Engineering Expression Cassette of pgdS for Efficient Production of Poly-γ-Glutamic Acids With Specific Molecular Weights in Bacillus licheniformis

Poly-gamma-glutamic acid (gamma-PGA) is an emerging biopolymer with various applications and gamma-PGAs with different molecular weights exhibit distinctive properties. However, studies on the controllable molecular weights of biopolymers are limited.

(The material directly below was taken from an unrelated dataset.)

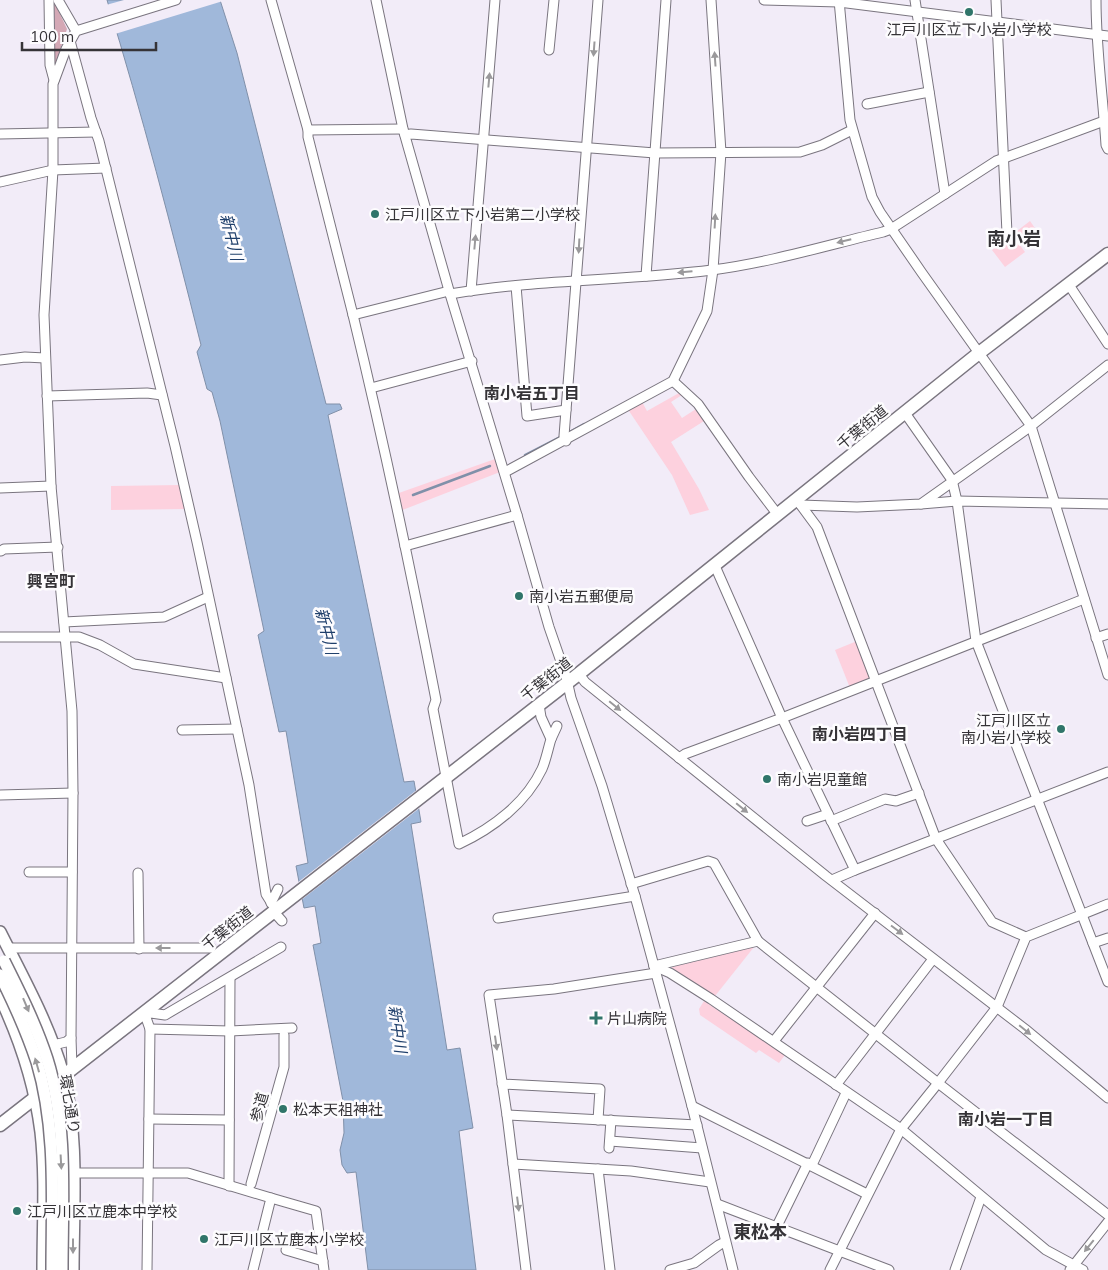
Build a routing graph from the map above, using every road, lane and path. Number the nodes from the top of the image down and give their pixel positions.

The purpose of this study is to achieve production of gamma-PGAs with a wide range of molecular weights through manipulating the expression of gamma-PGA depolymerase (PgdS) in Bacillus licheniformis WX-02. Firstly, the expression and secretion of PgdS were regulated through engineering its expression elements (four promoters and eight signal peptides), which generated gamma-PGAs with molecular weights ranging from 6.82 x 10(4) to 1.78 x 10(6) Da. Subsequently, through combination of promoters with signal peptides, the production of gamma-PGAs with a specific molecular weight could be efficiently obtained. Interestingly, the gamma-PGA yield increased with the reduced molecular weight in flask cultures (Pearson correlation coefficient of -0.968, P<.01). Finally, in batch fermentation, the highest yield of gamma-PGA with a weight-average molecular weight of 7.80 x 10(4) Da reached 39.13 g/L under glutamate-free medium. Collectively, we developed an efficient strategy for one-step production of gamma-PGAs with specific molecular weights, which have potential application for industrial production of desirable gamma-PGAs.